On Friday night, October 15, 1965, the VDC held an anti-war march that began at the UC Berkeley campus and was intended to end at the Oakland Army Terminal. The march left the UC campus at 7:52 p.m. after an all-day rally there. Marchers carried anti-U.S. foreign policy signs and chanted anti-war slogans. There were 10,000–14,000 people in the march. At the head of the march was a banner carried by a line of marchers, then a sound truck containing VDC leaders including Jack Weinberg, Bettina Aptheker, Jerry Rubin, Stephen Smale, Steve Weissman, Frank Bardacke, and Robert Scheer. Also in the truck was poet Allen Ginsberg chanting the Heart Sutra. The City of Oakland had refused to grant the march a permit, and so Oakland Police blocked Telegraph Avenue at the Oakland border with a phalanx of 375 policemen. When the march neared the border, it came to a halt while the leaders considered what to do. Weinberg and Bardacke got out of the truck, crossed the police line, and met with Oakland Police Chief Edward M. Toothman. Weinberg and Bardacke could not persuade Toothman to let the march proceed into Oakland, so they returned to the sound truck and told the other VDC leaders. A debate ensued about what to do; they voted 5–4 to turn back into Berkeley.

Weinberg joined the Independent Socialist Club in 1966 and helped organize it into a national movement—the International Socialists—of which he was a national council member.

Weinberg has said that the Stop the Draft Week protests of October 16–21, 1967, were "the first clear demonstration that the radical part of the Anti-Vietnam war movement was coming up against its own limitations. It didn't really have the weight in society to stop the war."

Weinberg moved to Los Angeles to work as labor correspondent for a radical weekly underground newspaper, the Los Angeles Free Press. Becoming involved in the formation of the Peace and Freedom Party of California, he organized the registration drive that collected enough signatures to get the party on the California ballot in the 1968 elections.
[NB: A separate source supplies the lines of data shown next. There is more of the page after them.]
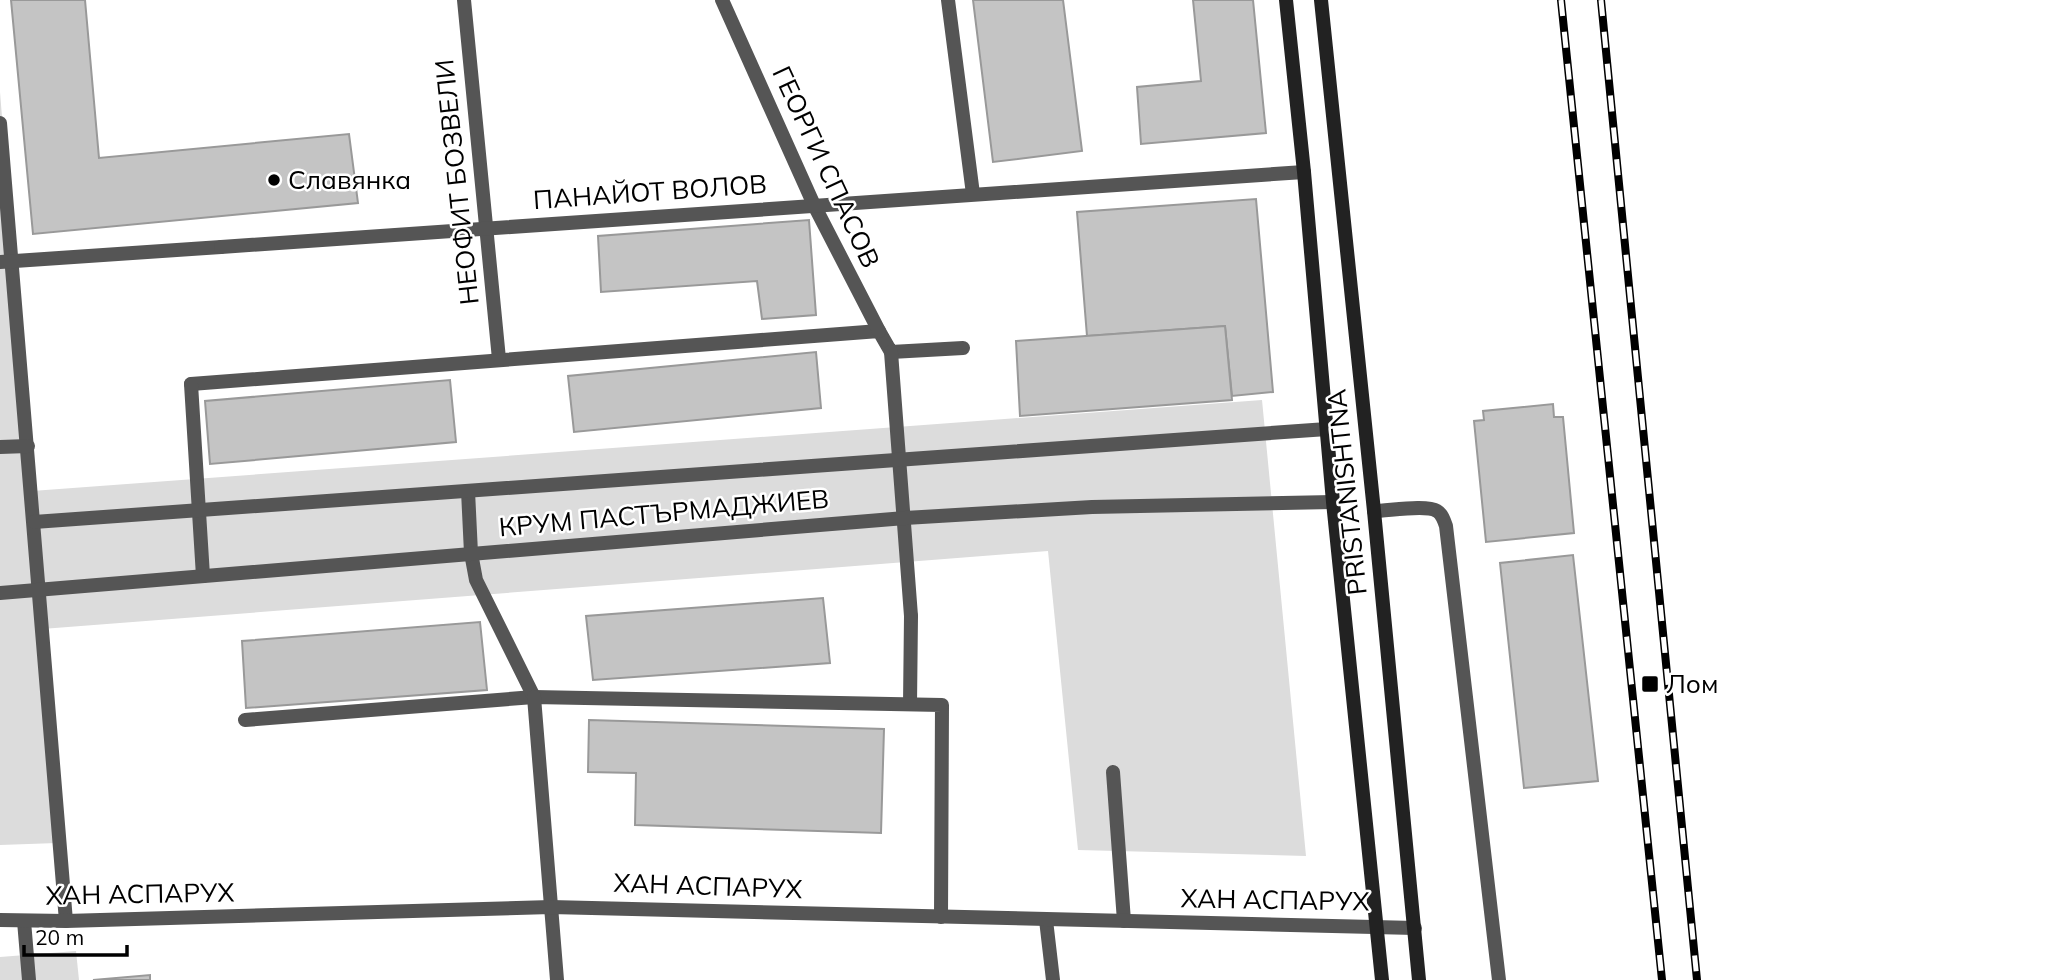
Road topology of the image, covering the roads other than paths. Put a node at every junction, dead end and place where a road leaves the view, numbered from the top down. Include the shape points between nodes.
1 (464, 0) edge
2 (722, 0) edge
3 (948, 0) edge
4 (1286, 0) edge
5 (1321, 0) edge
6 (0, 123) edge
7 (1304, 172) junction
8 (973, 194) junction
9 (814, 205) junction
10 (487, 228) junction
11 (6, 262) edge
12 (879, 331) junction
13 (963, 348) dead end
14 (891, 352) junction
15 (499, 359) junction
16 (1327, 429) junction
17 (28, 446) junction
18 (0, 447) edge
19 (900, 460) junction
20 (468, 491) junction
21 (1333, 502) junction
22 (199, 510) junction
23 (1374, 511) junction
24 (905, 518) junction
25 (34, 522) junction
26 (471, 554) junction
27 (203, 576) junction
28 (40, 590) junction
29 (0, 593) edge
30 (534, 697) junction
31 (910, 704) junction
32 (245, 720) dead end
33 (1113, 772) dead end
34 (551, 906) junction
35 (941, 917) junction
36 (0, 920) edge
37 (1046, 920) junction
38 (24, 921) junction
39 (66, 921) junction
40 (1124, 921) junction
41 (1377, 927) junction
42 (1415, 928) junction
43 (29, 980) edge
44 (557, 980) edge
45 (1053, 980) edge
46 (1382, 980) edge
47 (1419, 980) edge
48 (1499, 980) edge

1 - 10 street, НЕОФИТ БОЗВЕЛИ
2 - 9 street, ГЕОРГИ СПАСОВ
3 - 8 street
4 - 7 main road, PRISTANISHTNA
5 - 23 main road, PRISTANISHTNA
6 - 11 street
7 - 8 street, ПАНАЙОТ ВОЛОВ
7 - 16 main road, PRISTANISHTNA
8 - 9 street, ПАНАЙОТ ВОЛОВ
9 - 10 street, ПАНАЙОТ ВОЛОВ
9 - 12 street, ГЕОРГИ СПАСОВ
10 - 11 street, ПАНАЙОТ ВОЛОВ
10 - 15 street, НЕОФИТ БОЗВЕЛИ
11 - 17 street
12 - 14 street, ГЕОРГИ СПАСОВ
12 - 15 street
13 - 14 street
14 - 19 street
15 - 22 street via 191,384
16 - 19 street, КРУМ ПАСТЪРМАДЖИЕВ
16 - 21 main road, PRISTANISHTNA
17 - 18 street
17 - 25 street
19 - 20 street, КРУМ ПАСТЪРМАДЖИЕВ
19 - 24 street
20 - 22 street, КРУМ ПАСТЪРМАДЖИЕВ
20 - 26 street
21 - 24 street, КРУМ ПАСТЪРМАДЖИЕВ via 1092,507
21 - 41 main road, PRISTANISHTNA
22 - 25 street, КРУМ ПАСТЪРМАДЖИЕВ
22 - 27 street
23 - 42 main road, PRISTANISHTNA
23 - 48 street via 1436,510 1446,526
24 - 26 street, КРУМ ПАСТЪРМАДЖИЕВ
24 - 31 street
25 - 28 street
26 - 27 street, КРУМ ПАСТЪРМАДЖИЕВ
26 - 30 street via 476,580
27 - 28 street, КРУМ ПАСТЪРМАДЖИЕВ
28 - 29 street, КРУМ ПАСТЪРМАДЖИЕВ
28 - 39 street
30 - 31 street
30 - 32 street
30 - 34 street
31 - 35 street via 942,705
33 - 40 street
34 - 35 street, ХАН АСПАРУХ
34 - 39 street, ХАН АСПАРУХ
34 - 44 street
35 - 37 street, ХАН АСПАРУХ
36 - 38 street, ХАН АСПАРУХ
37 - 40 street, ХАН АСПАРУХ
37 - 45 street
38 - 39 street, ХАН АСПАРУХ
38 - 43 street
40 - 41 street, ХАН АСПАРУХ
41 - 42 street, ХАН АСПАРУХ
41 - 46 main road, PRISTANISHTNA
42 - 47 main road, PRISTANISHTNA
Weinberg served as the California state chairperson of the Peace and Freedom Party from August 1968 until November 1968.

In November 1968, Weinberg was the Peace and Freedom Party candidate for congress in California's 26th congressional district election (Los Angeles area); he received 3% of the vote.

=== Labor movement ===
In following years, Weinberg was a union activist. In 1973, he was a participant in wildcat strikes at Chrysler plants in Detroit, Michigan, as a member of United Auto Workers (UAW) Local 212. He wrote a book about those strikes.

In 1975, Weinberg was the editor of Network, Voice of UAW Militants, a bimonthly magazine for members of UAW.

He then moved to Gary, Indiana, where he became a steelworker and was involved in the United Steelworkers union.

=== Environmental movement ===
In 1982, Weinberg led a coalition of environmentalists, unionists, and community members in defeating a proposal to construct a nuclear power plant in Indiana on Lake Michigan.

He worked for Greenpeace from 1989 to 2000. He then began working for the Environmental Health Fund.

Weinberg is a consultant to groups seeking to clean up environmental pollution.

==Personal life==
He is married to Valerie Denney. Weinberg is a grandfather of three and has an adjunct faculty position in public health at the University of Illinois at Chicago.